Podocytes expressing CA-Rac1 are shed and can be detected within tubules. (A) Intravital imaging of a glomerulus in a CA-Rac1/NEFTA mouse after 4 days of doxycycline treatment reveals an GFP-positive podocyte (green) within a tubule (arrow). (B) Intravital imaging of a CA-Rac1–expressing podocyte actively migrating within a tubule and extending lamellipodia (arrows). (C) Intravital three–dimensional reconstruction of a podocyte that has integrated into the tubular epithelium. Whereas much of the cell body remained in the tubular lumen (T), the podocyte (P; green) contacted the DyLight 594-Labeled Tomato Lectin intertubular blood vessels (V; red), which is highlighted by arrows.

Figure 4.

Increased membrane dynamics are a feature of injured podocytes in an inflammatory environment. (A) Time course of three-dimensional reconstructions of Z stacks in a vibratome–cut kidney slice from a healthy Confetti/Podo:Cre mouse. (B) Time course of three-dimensional reconstructions of Z stacks in a vibratome–cut kidney slice from a Confetti/Podo:Cre littermate at day 3 after injection of nephrotoxic serum. Note the membrane movement in the RFP-expressing cell (orange; circle). (C) Quantification of pixel intensity changes over 15 minutes in vibratome–cut kidney slices. Pixel intensity changes in representative glomerular areas of 25×25 μm (12 representative areas from at least three individual animals per group) were quantified.
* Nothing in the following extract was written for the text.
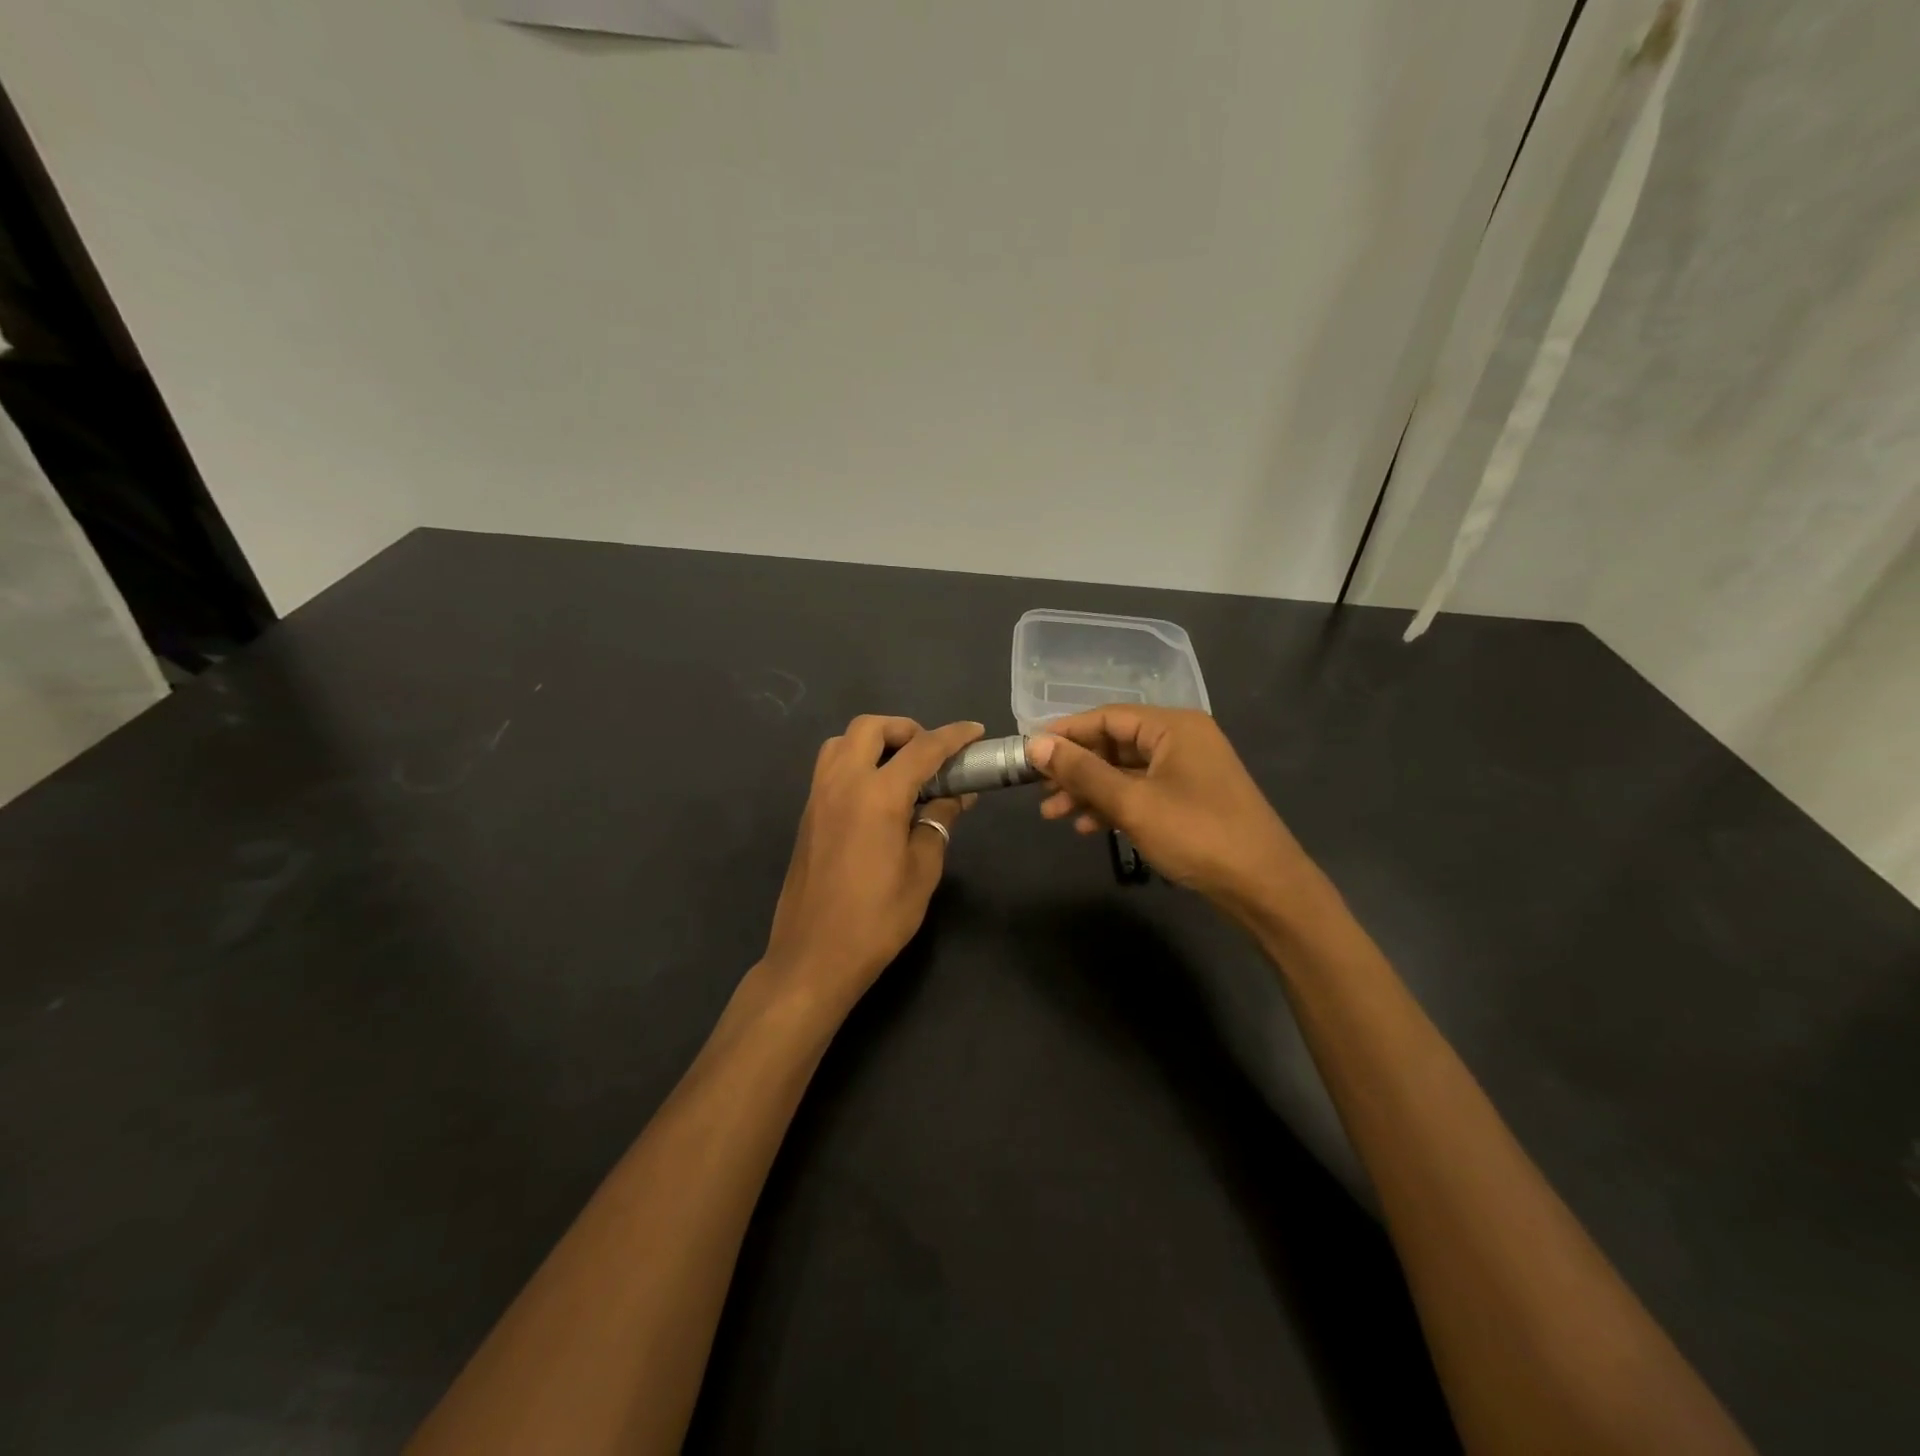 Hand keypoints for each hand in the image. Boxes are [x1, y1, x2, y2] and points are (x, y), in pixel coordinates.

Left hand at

Shown are the average maximum intensity changes on the y axis and the percentage of pixels on the x axis. A sigmoidal curve was fitted to the data, and half-maximum percentages were determined. For analysis of statistical significance, values on the x and y axes at the half-maximum from each area were compared separately between the three groups. CA-Rac1/NEFTA and nephrotoxic serum–injected Confetti/Podo:Cre mice showed significantly increased movement versus controls. **P<0.01; ***P<0.001.